Task item:
Go through the entries below and return every line that contains "lane".

Start of Provided entries

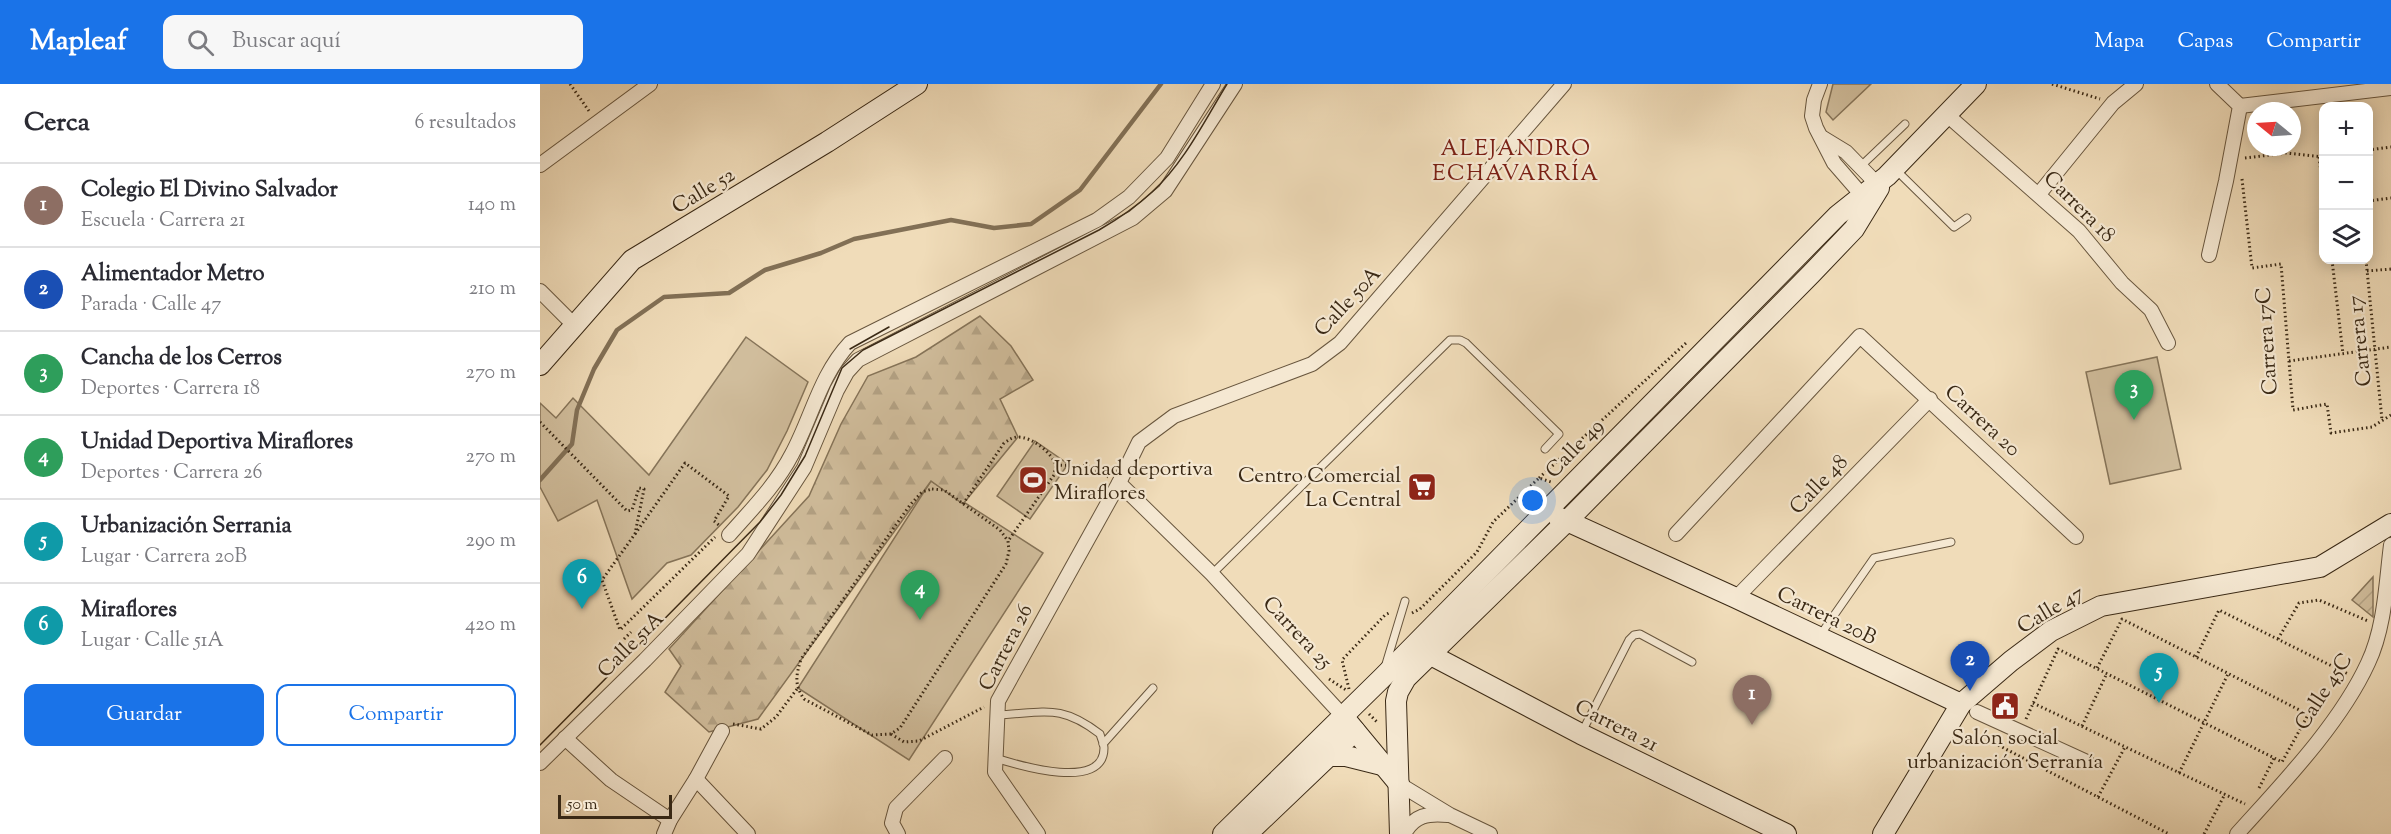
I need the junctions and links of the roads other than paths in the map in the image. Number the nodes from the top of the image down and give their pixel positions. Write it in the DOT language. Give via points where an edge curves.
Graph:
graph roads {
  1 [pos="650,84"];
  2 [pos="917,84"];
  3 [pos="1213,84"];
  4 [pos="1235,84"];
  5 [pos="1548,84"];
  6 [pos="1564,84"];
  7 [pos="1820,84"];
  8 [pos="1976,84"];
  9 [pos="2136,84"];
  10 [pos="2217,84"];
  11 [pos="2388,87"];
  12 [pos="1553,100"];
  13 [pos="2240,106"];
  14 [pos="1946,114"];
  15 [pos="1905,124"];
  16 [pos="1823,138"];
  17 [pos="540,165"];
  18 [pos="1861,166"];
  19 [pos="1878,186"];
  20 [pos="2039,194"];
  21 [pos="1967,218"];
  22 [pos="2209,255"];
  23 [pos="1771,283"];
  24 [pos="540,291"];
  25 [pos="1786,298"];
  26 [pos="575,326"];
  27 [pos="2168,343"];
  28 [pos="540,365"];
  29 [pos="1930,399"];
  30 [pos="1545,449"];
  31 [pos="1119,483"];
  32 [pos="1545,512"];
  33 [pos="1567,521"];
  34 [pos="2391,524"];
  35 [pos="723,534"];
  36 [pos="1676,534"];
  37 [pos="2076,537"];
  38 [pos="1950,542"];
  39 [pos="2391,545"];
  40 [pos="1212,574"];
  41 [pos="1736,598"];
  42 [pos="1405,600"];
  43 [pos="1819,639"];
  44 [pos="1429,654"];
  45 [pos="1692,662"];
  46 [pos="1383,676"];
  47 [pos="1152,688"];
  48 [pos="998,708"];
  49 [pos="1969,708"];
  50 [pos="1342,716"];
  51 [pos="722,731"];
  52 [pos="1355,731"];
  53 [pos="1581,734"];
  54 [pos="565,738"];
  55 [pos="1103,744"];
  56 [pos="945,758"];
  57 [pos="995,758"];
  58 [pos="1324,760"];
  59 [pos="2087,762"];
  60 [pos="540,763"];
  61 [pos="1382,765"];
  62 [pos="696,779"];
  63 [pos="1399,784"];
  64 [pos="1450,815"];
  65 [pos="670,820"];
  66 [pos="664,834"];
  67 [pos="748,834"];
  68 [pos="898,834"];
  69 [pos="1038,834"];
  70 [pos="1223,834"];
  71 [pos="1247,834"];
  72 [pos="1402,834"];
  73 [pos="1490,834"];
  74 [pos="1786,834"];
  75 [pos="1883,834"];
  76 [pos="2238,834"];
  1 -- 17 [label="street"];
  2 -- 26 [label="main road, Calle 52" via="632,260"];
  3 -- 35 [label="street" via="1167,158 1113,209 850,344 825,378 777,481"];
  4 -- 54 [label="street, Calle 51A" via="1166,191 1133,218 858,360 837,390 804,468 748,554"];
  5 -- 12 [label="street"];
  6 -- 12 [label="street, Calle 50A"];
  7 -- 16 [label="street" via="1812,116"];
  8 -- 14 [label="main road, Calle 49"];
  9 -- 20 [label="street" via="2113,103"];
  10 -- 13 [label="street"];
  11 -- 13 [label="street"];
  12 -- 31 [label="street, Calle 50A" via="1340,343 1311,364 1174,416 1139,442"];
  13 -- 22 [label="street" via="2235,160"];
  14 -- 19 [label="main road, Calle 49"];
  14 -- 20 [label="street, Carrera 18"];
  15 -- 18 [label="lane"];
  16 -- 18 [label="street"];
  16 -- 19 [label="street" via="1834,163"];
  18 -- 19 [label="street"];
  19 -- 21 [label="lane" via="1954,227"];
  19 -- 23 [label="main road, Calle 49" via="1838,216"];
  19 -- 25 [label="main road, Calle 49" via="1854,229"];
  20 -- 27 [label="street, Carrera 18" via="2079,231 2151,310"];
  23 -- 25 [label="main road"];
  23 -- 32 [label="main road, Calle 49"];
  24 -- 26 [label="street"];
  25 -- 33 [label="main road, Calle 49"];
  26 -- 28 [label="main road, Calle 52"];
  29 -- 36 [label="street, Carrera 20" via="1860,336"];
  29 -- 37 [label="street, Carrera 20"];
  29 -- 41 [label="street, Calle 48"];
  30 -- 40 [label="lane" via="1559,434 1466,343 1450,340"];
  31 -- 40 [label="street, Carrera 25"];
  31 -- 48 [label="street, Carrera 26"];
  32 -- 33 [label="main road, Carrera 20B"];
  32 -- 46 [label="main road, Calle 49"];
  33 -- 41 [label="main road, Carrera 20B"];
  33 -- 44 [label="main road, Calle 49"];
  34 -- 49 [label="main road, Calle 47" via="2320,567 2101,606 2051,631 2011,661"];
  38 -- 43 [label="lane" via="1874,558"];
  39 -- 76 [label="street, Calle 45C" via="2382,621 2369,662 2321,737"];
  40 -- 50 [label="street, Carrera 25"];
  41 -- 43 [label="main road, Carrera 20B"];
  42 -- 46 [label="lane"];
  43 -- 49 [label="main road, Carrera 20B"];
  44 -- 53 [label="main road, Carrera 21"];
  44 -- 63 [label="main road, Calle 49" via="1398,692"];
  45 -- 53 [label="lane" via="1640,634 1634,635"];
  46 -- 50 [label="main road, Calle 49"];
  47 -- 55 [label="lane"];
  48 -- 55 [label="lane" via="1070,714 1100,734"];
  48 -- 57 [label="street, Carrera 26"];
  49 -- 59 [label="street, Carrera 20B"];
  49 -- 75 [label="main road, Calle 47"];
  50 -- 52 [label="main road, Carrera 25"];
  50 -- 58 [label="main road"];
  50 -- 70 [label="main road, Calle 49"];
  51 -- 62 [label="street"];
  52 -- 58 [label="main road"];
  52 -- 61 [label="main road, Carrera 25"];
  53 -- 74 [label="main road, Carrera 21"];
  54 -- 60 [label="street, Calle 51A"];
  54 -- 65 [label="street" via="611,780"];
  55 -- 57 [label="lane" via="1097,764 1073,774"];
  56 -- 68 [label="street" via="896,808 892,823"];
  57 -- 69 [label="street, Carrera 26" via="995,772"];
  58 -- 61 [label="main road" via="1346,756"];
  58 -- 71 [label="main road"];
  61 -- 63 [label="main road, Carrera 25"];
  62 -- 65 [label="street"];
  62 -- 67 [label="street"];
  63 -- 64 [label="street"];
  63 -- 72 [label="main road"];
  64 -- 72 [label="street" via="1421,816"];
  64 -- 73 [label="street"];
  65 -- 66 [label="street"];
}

End of Provided entries

Solution for this exercise:
  15 -- 18 [label="lane"];
  19 -- 21 [label="lane" via="1954,227"];
  30 -- 40 [label="lane" via="1559,434 1466,343 1450,340"];
  38 -- 43 [label="lane" via="1874,558"];
  42 -- 46 [label="lane"];
  45 -- 53 [label="lane" via="1640,634 1634,635"];
  47 -- 55 [label="lane"];
  48 -- 55 [label="lane" via="1070,714 1100,734"];
  55 -- 57 [label="lane" via="1097,764 1073,774"];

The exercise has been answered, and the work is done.